The point of the project is repetition, the idea that everything that surrounds us has already been experienced once, that what others treasure has already been our object of use, and that what once meant a lot is devoured by the institution of nostalgia and reproduced in its copy. Echo In Delirium deals mainly with the object culture and design of the eighties and nineties, when Hungary went from one ism to another. After socialism came capitalism, and from the second half of the twenties everything was put in brackets. Then, just like our fashion and our objects, our history was repeated.
The images of the Echo in Delirium series that have just been uploaded are only a part of the full series. It was published as a photobook by Symposion and Everybody Needs Art at the end of 2024.
Technology and installation:
The pictures were taken with compact and SLR analogue cameras from the nineties. The grain and texture of the film evokes the era, but at the same time elements of today are present in the images, not hiding when they were actually taken.
Some of the images have been framed with unique colour frames. The inspiration came from the graphic elements of the period, when text was typically highlighted with similar framing to attract attention.
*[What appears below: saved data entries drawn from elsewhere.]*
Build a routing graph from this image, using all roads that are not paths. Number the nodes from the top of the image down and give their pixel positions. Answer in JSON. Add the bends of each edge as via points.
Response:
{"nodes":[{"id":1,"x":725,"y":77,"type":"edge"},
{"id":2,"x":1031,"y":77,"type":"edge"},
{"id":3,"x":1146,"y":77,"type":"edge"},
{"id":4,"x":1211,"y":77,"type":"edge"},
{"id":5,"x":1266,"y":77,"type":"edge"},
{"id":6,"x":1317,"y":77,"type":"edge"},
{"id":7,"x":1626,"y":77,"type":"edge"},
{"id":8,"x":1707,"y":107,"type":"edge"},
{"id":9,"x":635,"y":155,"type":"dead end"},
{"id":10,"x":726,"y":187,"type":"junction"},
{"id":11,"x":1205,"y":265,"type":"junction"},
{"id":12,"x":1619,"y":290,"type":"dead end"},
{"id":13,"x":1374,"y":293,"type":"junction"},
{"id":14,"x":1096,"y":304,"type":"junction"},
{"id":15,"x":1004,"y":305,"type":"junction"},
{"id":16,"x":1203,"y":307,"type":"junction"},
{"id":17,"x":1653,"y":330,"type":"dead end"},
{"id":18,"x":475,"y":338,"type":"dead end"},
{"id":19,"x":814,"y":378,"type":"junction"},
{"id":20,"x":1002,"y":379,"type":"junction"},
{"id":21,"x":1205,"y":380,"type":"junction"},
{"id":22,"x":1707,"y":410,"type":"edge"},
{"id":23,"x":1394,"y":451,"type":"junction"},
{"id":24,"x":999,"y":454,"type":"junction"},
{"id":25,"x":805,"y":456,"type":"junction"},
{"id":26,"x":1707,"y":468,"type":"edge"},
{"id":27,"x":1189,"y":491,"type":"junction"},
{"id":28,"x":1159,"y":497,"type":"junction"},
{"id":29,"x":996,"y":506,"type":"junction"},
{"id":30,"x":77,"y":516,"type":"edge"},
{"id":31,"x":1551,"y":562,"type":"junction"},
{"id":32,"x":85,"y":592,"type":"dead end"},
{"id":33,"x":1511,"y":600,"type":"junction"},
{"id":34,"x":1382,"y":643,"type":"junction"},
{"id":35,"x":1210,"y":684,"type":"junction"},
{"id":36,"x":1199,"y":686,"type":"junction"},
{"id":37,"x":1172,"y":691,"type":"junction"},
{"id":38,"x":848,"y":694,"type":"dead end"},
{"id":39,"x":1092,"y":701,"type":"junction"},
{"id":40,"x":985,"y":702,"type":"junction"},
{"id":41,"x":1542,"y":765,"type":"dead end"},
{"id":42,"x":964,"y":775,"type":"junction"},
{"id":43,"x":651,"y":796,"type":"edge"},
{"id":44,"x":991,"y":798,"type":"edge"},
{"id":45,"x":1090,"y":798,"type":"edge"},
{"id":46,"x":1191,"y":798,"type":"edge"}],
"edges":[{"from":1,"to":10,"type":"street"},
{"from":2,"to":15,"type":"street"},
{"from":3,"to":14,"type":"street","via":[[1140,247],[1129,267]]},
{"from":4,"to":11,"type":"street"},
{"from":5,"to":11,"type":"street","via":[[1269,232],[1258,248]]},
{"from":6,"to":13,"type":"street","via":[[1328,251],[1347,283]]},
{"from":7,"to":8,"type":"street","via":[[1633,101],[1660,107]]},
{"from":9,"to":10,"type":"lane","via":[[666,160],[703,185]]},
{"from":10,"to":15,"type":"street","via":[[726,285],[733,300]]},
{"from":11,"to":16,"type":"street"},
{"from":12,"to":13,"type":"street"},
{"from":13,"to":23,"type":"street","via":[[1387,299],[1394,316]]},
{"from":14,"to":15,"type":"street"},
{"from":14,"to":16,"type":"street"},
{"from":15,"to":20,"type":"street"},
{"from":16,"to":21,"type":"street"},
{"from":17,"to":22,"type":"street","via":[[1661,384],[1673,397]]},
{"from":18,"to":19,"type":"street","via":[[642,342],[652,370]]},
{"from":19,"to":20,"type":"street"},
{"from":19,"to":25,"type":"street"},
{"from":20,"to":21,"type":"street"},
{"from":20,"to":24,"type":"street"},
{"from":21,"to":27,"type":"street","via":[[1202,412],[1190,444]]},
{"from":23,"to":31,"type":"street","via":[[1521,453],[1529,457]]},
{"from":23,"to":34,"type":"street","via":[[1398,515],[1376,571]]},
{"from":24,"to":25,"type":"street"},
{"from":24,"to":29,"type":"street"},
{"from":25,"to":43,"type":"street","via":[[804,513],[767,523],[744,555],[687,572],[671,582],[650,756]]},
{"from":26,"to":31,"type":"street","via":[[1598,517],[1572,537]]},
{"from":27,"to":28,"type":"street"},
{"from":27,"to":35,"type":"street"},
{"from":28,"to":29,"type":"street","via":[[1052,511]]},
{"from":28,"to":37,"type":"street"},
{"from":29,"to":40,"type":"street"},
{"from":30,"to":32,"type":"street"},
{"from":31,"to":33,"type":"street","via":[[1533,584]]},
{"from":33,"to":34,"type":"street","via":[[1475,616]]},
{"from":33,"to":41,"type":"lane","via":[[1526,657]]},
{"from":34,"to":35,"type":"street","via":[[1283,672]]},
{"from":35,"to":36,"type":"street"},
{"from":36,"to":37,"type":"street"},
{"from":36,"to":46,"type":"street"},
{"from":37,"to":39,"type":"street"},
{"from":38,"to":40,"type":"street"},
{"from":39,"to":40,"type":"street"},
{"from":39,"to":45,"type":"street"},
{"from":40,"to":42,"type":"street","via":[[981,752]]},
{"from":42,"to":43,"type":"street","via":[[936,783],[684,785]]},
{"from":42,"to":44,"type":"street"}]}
Nostalgia often brings to mind the places of our childhood, our homes. That is why some of the works are reminiscent of objects from home, for example in the form of rugs, towels or curtains. The curtain features one of the important images of the series (Delirium): large eyes, glowing red from the flash. Behind the curtain is a sequence (0690), a vase of roses in a 90's mobile phone, withering away, but always a newer and newer one, the process repeating, causing confusion.
The title:
Echo is the nymph of Greek mythology, cursed by Hera to repeat only the last words of others. I imagined this nymph driven to the brink of madness by her condition.